On July 14, the North Carolina State Board of Elections refused a request from the N.C. Republican Party to implement a new “election security” measure that research shows would have had the opposite effect. It would have thrown out legal absentee votes without providing significant benefit to election security.

The State Board of Elections (SBOE) followed the facts and rejected this anti-voter proposal. But, unfortunately, the N.C. GOP is considering appealing the decision to the courts. That would be a mistake.

Absentee voters in North Carolina already have to take significant steps to prove their identities, namely by finding either two witnesses or a notary public who can verify their ballot.

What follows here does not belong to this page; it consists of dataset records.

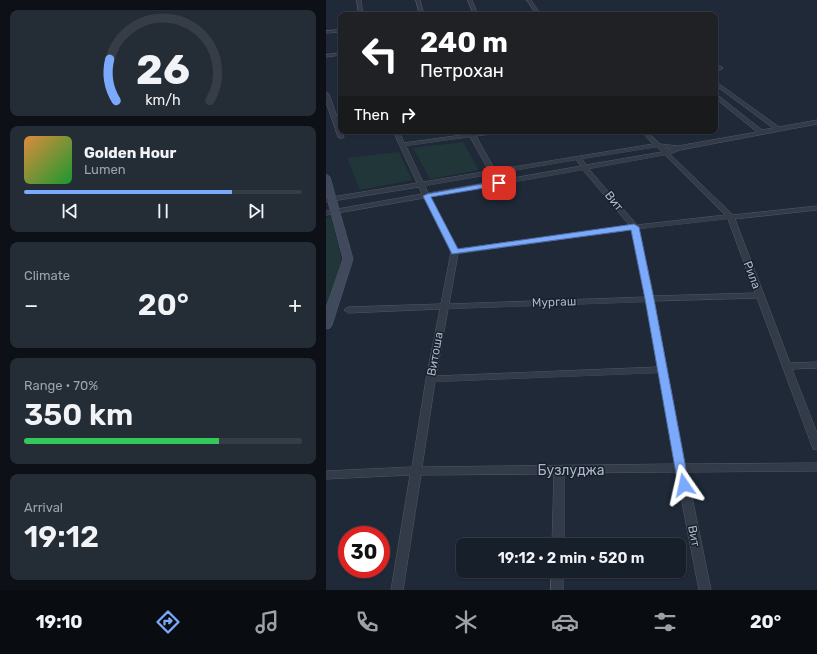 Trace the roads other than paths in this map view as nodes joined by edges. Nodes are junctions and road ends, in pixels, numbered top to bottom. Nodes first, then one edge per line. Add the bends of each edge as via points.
1 (359, 0) edge
2 (418, 0) edge
3 (470, 0) edge
4 (529, 0) edge
5 (360, 12) edge
6 (421, 12) edge
7 (475, 12) edge
8 (537, 12) edge
9 (338, 31) edge
10 (326, 32) edge
11 (338, 54) edge
12 (326, 56) edge
13 (718, 85) edge
14 (326, 94) edge
15 (718, 97) edge
16 (328, 106) edge
17 (817, 122) edge
18 (338, 130) edge
19 (779, 130) junction
20 (762, 133) junction
21 (340, 134) edge
22 (397, 134) edge
23 (465, 134) edge
24 (472, 134) edge
25 (647, 134) edge
26 (341, 137) dead end
27 (402, 145) junction
28 (657, 145) junction
29 (678, 148) junction
30 (667, 153) junction
31 (577, 158) junction
32 (586, 168) junction
33 (493, 172) junction
34 (326, 177) edge
35 (421, 185) junction
36 (427, 196) junction
37 (329, 200) edge
38 (817, 208) edge
39 (330, 213) edge
40 (730, 216) junction
41 (634, 227) junction
42 (455, 252) junction
43 (760, 295) junction
44 (650, 299) junction
45 (444, 306) junction
46 (348, 310) dead end
47 (326, 325) edge
48 (786, 366) junction
49 (817, 366) edge
50 (663, 370) junction
51 (431, 379) junction
52 (817, 446) edge
53 (817, 467) edge
54 (559, 470) junction
55 (680, 470) junction
56 (416, 471) junction
57 (326, 475) edge
58 (558, 538) edge
59 (557, 578) edge
60 (396, 590) edge
61 (557, 590) edge
62 (705, 590) edge

1 - 5 street
2 - 6 street
3 - 7 street
4 - 8 street
9 - 10 street
11 - 12 street
13 - 19 street
14 - 16 street
15 - 20 street
16 - 18 street
17 - 19 street
19 - 20 street
20 - 29 street
21 - 26 street
22 - 27 street
23 - 27 street
24 - 33 street
25 - 28 street, Рила
27 - 35 street
28 - 29 street
28 - 30 street, Рила
28 - 31 street
29 - 30 street
30 - 32 street
30 - 40 street, Рила
31 - 32 street, Вит
31 - 33 street
32 - 36 street
32 - 41 street, Вит
33 - 35 street
34 - 37 street
35 - 36 street
35 - 37 street
36 - 39 street
36 - 42 street
37 - 39 street
38 - 40 street
39 - 47 street via 348,258
40 - 41 street
40 - 43 street, Рила
41 - 42 street
41 - 44 street, Вит
42 - 45 street, Витоша
43 - 44 street, Мургаш
43 - 48 street, Рила
44 - 45 street, Мургаш
44 - 50 street, Вит
45 - 46 street, Мургаш
45 - 51 street, Витоша
48 - 49 street
48 - 52 street, Рила
50 - 51 street
50 - 55 street, Вит
51 - 56 street, Витоша
53 - 55 street, Бузлуджа
54 - 55 street, Бузлуджа
54 - 56 street, Бузлуджа
54 - 58 street
55 - 62 street, Вит
56 - 57 street, Бузлуджа
56 - 60 street, Витоша
59 - 61 street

The Republican Party asked the SBOE to allow counties to take one more step to verify ballots by having election workers match voter signatures to the signature file on record. While this might sound like a sensible layer of additional security, our research at VoteShield demonstrates that it actually throws out legal votes without identifying significant cases of fraud.

We have expertise analyzing complex elections data to study the effect of election administration decisions, including in North Carolina. Our nonpartisan team uses voter and absentee ballot data to identify problems that could affect the administration of, or confidence in, an election.

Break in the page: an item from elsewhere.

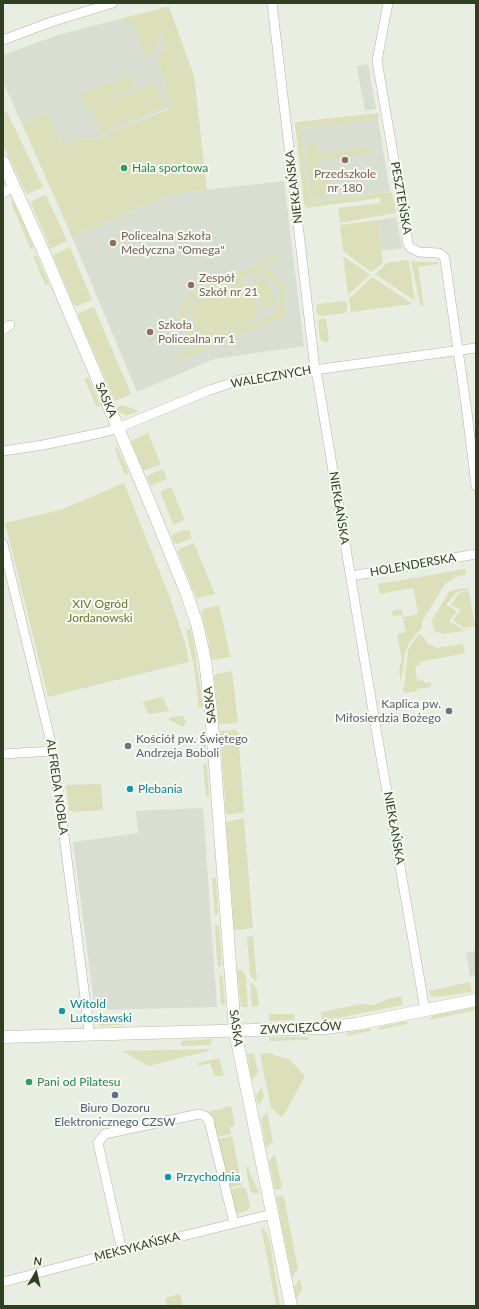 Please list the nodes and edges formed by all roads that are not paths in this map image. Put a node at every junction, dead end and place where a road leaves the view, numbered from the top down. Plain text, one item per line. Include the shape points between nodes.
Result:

We have also used our data to research signature matching. Our work has revealed that signature matching, as a means of verifying absentee voters’ identities, is flawed in three significant ways.

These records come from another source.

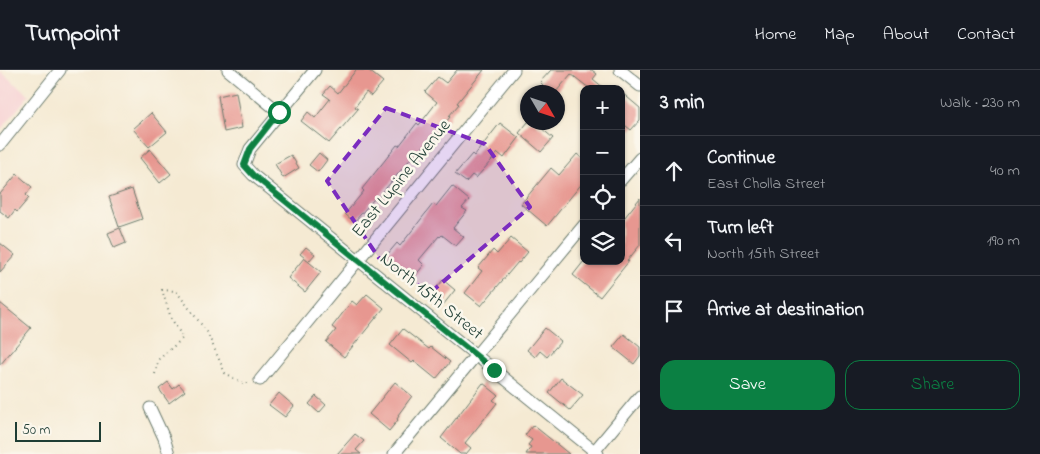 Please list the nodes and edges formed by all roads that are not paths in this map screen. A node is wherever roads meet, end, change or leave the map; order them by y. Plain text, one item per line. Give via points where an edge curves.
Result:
1 (60, 70) edge
2 (228, 70) edge
3 (315, 70) edge
4 (514, 70) edge
5 (620, 70) edge
6 (640, 86) edge
7 (279, 112) junction
8 (0, 145) edge
9 (640, 158) edge
10 (625, 175) edge
11 (580, 230) edge
12 (358, 260) junction
13 (476, 355) junction
14 (260, 380) road end
15 (640, 396) edge
16 (150, 408) dead end
17 (594, 453) edge
18 (169, 454) edge
19 (394, 454) edge

1 - 8 street
2 - 7 street
3 - 7 street
4 - 12 street, East Lupine Avenue
5 - 6 street
7 - 12 street, North 15th Street via 250,149 244,165
9 - 10 street
11 - 13 street
12 - 13 street, North 15th Street
12 - 14 street, East Lupine Avenue
13 - 17 street, North 15th Street
13 - 19 street
15 - 17 street
16 - 18 street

First, research overwhelmingly demonstrates that election workers will not be able to effectively identify fraudulently signed ballots. Even trained handwriting experts cannot reliably identify fraudulently signed signatures.

Research also suggests that even if experts conducted signature matching, only 1 in 167 ballots identified as having non-matching signatures are likely to be fraudulently signed. The remaining 166 would be “false-positives” — legitimate voters whose ballots would have a good chance of not counting.

County election administrators are not trained handwriting experts. Nor are they adequately equipped to process signature comparisons on a mass scale in a short period of time. Both of these factors would likely contribute to heightened rates of rejecting legitimate signatures.

Second, signature matching will introduce inconsistency across precincts and elections, and result in voters being treated differently for arbitrary reasons. Our comparison of the 2020 Georgia general election and 2021 Senate runoff demonstrates such a lack of standards.

Finally, the processes put in place to allow voters to fix or “cure” their incorrectly rejected ballots would impose even greater burdens on already taxed local election administrators — not to mention voters — during a time when the public expects prompt, accurate reporting of results.

Voters often face a very narrow window of time between when they are notified of their rejection and the end of the ballot curing period, making it difficult for them to avoid submitting late responses. Delays in finalizing election results caused by the added administrative work of curing falsely rejected ballots would exacerbate the declining confidence in our electoral system.

It is also crucial to note that in states across the country there is little evidence of absentee ballot fraud. According to the Heritage Foundation, there have been only 118 documented cases of voter fraud in the past decade.

Were Republicans to appeal and succeed in instituting signature matching, it would lead to rejecting a significantly higher number of valid ballots than identifying fraudulent ballots, increase the workload of election administrators already at their limits, and introduce highly subjective standards into the process of securing N.C. elections. All of this for a policy that shows no evidence of significantly contributing to election security.

We are pleased that the SBOE recognized these facts and we urge the N.C. Republican Party to cease pursuing a failed policy that could very well throw out valid absentee votes from their own constituents.

Clint Swift is a VoteShield data analyst. Quinn Raymond is co-founder of VoteShield.